Disease screening, diagnosis, progression and treatment 

In future, people may use biochip profiles for disease screening, diagnosis, monitoring disease progression or treatment. Andrew notes that we're learning to build direct connections between biomolecules: "Imagine creating chips pre-loaded with 1000s of antibodies all detecting a specific, different virus. We'd cough on this device, and it would detect a cold, a virus or perhaps something more exotic."

More than 1,000 antibodies for each antigen would be placed in different positions on the chip to ward against false/positive or false/negative results. That process would provide a statistical probability of identifying the right antigen. Future biochips might have millions or billions of junctions, making measurements more robust.

Andrew comments that the electronic side of things is very advanced, and the bio world will catch up. 

"Everything biological reduces to DNA code," he says. "The cell is a universal factory.
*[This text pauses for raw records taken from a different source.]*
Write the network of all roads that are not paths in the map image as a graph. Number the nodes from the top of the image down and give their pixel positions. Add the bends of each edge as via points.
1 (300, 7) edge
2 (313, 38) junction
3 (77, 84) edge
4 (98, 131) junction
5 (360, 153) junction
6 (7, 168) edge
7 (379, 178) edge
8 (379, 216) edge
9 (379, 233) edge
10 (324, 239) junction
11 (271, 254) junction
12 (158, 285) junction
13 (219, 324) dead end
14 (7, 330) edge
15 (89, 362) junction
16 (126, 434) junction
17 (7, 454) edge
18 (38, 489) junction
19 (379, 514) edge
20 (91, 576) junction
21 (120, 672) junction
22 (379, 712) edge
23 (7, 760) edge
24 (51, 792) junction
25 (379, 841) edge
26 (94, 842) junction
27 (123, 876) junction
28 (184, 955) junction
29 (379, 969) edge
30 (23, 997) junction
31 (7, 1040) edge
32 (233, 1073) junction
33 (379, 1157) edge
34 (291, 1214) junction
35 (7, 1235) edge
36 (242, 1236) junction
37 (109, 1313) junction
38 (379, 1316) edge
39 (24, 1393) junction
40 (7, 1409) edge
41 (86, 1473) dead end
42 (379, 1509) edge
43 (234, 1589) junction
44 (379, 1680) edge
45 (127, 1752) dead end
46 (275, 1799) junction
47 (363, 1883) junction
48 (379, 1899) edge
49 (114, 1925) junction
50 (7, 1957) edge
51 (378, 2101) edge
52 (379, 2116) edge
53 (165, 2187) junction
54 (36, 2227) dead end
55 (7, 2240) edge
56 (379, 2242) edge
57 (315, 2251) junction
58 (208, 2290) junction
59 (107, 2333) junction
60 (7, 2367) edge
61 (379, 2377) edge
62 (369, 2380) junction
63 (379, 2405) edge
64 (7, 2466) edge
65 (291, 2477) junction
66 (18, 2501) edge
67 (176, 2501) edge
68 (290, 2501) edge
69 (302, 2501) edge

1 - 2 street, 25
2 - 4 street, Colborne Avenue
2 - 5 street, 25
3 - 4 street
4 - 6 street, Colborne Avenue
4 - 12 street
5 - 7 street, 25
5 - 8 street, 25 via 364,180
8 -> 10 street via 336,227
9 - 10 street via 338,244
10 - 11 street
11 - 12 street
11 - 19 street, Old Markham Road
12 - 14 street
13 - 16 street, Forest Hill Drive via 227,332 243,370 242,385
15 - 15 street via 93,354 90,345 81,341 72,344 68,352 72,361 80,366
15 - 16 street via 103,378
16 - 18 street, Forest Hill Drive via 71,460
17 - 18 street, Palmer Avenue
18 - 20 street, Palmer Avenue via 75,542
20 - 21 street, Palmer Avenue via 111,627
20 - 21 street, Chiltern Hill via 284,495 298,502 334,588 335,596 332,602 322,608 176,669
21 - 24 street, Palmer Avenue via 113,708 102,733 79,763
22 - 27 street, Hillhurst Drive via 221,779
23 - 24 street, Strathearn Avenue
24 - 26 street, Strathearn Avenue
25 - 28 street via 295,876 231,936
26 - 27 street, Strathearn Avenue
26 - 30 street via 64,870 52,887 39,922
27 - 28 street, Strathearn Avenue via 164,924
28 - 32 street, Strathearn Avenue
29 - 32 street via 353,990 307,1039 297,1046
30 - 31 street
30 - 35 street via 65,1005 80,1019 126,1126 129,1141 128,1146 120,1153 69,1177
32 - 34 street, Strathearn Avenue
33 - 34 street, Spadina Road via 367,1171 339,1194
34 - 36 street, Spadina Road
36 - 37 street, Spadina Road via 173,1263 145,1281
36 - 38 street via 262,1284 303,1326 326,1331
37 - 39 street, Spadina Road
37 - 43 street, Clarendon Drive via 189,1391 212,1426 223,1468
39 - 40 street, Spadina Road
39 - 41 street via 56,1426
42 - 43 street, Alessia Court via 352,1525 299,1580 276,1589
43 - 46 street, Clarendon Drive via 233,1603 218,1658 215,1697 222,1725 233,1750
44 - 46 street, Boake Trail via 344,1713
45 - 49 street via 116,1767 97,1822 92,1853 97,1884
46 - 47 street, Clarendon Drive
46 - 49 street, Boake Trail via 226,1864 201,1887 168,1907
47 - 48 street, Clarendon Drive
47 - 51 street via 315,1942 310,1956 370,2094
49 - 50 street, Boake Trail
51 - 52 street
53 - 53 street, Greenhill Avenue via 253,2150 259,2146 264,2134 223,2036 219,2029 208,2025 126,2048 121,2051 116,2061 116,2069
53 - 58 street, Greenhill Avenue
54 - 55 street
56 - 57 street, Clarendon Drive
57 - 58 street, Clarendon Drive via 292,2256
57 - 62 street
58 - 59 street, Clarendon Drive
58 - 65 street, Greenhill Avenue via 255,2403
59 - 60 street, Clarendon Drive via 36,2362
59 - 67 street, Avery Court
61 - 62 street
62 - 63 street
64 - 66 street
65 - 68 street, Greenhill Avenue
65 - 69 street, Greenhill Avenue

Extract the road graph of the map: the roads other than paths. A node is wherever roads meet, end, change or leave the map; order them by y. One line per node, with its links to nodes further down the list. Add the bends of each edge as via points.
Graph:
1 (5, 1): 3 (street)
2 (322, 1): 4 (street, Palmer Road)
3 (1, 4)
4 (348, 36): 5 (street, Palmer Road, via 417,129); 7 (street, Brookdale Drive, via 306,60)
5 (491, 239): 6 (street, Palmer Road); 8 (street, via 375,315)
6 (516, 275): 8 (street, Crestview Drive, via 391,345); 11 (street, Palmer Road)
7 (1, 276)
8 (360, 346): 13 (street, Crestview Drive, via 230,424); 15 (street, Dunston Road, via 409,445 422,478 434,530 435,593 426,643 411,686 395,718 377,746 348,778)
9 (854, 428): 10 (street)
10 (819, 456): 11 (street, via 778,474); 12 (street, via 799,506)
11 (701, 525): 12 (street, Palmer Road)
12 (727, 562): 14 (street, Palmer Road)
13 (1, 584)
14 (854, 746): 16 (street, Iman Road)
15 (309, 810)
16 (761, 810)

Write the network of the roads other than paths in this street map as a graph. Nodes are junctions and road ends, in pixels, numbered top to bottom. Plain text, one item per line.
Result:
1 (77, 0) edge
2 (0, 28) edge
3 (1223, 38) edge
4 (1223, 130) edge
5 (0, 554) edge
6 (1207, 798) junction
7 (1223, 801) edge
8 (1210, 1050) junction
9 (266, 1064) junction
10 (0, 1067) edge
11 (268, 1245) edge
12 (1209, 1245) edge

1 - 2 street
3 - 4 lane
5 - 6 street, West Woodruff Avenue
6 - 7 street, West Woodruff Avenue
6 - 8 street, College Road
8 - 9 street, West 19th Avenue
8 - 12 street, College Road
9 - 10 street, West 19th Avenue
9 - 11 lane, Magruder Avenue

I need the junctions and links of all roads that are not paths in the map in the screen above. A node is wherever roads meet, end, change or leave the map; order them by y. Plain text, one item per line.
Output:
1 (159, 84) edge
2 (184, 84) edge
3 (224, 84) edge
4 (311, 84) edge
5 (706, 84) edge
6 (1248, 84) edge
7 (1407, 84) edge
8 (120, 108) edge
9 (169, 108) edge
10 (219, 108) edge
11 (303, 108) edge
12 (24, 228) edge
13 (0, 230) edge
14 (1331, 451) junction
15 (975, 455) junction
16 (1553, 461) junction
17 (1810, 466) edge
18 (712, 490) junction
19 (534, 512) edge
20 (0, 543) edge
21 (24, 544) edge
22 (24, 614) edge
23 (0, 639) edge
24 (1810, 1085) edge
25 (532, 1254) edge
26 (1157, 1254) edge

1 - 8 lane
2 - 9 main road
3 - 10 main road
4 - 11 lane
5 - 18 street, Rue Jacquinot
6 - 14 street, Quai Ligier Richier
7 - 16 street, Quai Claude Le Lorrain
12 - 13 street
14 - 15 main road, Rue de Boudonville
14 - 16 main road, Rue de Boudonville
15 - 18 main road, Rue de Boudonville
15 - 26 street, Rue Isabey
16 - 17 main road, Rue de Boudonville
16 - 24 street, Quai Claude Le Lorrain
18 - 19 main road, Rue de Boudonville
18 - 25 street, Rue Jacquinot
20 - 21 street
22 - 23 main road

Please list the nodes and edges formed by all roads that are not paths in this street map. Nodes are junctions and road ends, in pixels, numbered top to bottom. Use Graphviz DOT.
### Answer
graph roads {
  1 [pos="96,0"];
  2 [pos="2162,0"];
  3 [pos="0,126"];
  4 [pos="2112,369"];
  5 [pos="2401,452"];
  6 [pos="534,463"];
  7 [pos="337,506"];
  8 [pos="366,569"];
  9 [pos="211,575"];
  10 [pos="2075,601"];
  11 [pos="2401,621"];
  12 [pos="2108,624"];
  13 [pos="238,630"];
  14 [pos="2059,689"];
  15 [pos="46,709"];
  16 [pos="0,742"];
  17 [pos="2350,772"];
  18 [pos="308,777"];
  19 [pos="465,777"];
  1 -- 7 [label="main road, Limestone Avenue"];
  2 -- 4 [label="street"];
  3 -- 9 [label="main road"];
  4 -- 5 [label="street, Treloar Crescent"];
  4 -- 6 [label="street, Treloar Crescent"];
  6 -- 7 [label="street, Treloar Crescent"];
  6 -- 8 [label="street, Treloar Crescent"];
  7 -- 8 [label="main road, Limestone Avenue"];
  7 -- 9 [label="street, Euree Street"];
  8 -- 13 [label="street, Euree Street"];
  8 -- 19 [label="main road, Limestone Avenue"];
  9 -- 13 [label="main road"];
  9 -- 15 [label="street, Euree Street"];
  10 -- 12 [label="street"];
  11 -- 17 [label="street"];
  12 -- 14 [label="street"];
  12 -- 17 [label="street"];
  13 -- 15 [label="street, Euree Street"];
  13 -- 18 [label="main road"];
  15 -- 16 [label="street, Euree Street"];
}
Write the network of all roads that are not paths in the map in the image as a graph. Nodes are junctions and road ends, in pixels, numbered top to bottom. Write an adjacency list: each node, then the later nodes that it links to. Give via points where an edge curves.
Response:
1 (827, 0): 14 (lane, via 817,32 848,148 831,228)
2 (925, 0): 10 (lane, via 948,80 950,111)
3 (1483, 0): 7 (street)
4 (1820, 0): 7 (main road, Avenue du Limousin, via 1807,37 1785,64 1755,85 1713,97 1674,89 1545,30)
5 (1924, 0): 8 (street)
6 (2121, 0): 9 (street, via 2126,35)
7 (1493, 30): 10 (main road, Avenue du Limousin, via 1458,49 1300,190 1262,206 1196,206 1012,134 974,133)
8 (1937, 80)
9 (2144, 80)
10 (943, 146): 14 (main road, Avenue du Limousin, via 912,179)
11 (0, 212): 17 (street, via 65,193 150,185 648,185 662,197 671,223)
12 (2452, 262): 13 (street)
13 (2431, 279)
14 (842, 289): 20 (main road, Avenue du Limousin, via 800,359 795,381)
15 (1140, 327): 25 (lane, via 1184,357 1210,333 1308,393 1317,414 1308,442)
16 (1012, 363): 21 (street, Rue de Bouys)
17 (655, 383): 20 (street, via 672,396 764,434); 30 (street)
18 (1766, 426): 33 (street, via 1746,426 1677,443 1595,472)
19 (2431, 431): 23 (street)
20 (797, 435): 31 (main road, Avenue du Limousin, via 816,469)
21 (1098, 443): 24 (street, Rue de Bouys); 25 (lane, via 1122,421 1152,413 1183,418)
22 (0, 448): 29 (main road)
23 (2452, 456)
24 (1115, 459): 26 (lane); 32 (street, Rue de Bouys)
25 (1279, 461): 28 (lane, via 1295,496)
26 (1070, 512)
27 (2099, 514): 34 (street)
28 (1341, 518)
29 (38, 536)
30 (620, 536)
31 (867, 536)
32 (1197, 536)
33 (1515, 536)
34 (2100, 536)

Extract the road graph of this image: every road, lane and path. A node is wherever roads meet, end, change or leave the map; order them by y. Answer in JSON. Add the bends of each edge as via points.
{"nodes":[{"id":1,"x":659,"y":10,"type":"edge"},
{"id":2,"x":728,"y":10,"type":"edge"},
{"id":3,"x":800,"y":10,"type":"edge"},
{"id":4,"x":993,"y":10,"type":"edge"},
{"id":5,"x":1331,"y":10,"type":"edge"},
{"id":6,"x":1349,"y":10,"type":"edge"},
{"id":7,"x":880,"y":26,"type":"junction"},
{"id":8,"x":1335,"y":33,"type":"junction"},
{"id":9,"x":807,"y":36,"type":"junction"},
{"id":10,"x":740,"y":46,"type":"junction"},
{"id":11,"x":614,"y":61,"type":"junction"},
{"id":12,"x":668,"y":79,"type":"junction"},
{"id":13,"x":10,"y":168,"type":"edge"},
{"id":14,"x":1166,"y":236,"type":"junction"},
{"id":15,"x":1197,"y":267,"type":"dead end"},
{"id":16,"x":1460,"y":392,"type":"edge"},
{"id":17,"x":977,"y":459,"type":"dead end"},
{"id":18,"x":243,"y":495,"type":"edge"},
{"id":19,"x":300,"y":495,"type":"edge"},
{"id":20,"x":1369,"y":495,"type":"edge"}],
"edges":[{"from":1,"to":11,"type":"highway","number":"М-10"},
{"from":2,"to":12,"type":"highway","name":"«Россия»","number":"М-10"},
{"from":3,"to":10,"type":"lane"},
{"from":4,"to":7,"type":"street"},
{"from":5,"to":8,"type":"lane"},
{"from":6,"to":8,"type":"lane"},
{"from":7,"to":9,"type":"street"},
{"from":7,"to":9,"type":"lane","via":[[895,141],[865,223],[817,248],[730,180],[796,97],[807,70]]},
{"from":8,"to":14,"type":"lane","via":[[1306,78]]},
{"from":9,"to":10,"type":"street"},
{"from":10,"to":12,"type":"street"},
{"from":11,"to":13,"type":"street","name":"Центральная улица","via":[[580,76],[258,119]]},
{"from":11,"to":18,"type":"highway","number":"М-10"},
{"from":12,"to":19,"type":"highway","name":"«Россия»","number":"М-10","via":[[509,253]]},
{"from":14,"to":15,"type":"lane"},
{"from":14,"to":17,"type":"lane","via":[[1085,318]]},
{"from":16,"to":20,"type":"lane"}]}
Human versus bacterium is the same standardised code. So, if you change the code, you change the organism. We already have rapidly evolving software for designing and building DNA code or biological functions. We can make more advanced biology and have an incredible number of templates to learn from because we've sequenced millions of organisms. It's the training set for AI-designed tools for the next generation of biomolecular cells. 

"We already have computer systems that can design proteins from scratch, including proteins that nature has never imagined, such as enzymes that can degrade plastic. We can program biology to do that. As tools and scientists get more sophisticated, so does our ability to turn designs into exponential biology advances. In the coming decades, we'll see a new field of semiconductor biochips."

Andrew advocates for personalised medicine because it's created for the individual. No one else will have that same treatment, and a person can be the final arbiter of whether or not to take that medicine. 

"I champion bespoke custom cancer medicines because no two cancers are the same," he adds. "It's your cells that have gone rogue and are misbehaving and being cancerous. And no one else has your cancer."

Already, several processes, from biopsy to therapeutic, can be almost entirely automated. Andrew believes cancer will be solved, much as antimicrobials were solved in the last century. 

"We used to die from a bad infection – a microbe will kill you far faster than cancer – but then we developed antibiotics, and now you don't even get a day off work," he adds.

Your life, your control

"Technologies become cheaper as we democratise and get them into the hands of everybody. In the future, we'll have the same thing for biosensing, biomanufacturing, bioengineering, and bio-design. The one thing we all have is life. It's important to us, and we're surrounded by life; life is inside all of us. We're moving away from the paternalistic ideas of research and medicine to more democratised versions where we say, look, it's my life, and I should have control over it. 

"We're seeing rapid technological innovation that will include more biology and molecular systems as we move forward. Our kids will benefit, and our grandkids will benefit. And that future is coming fast – faster than we think."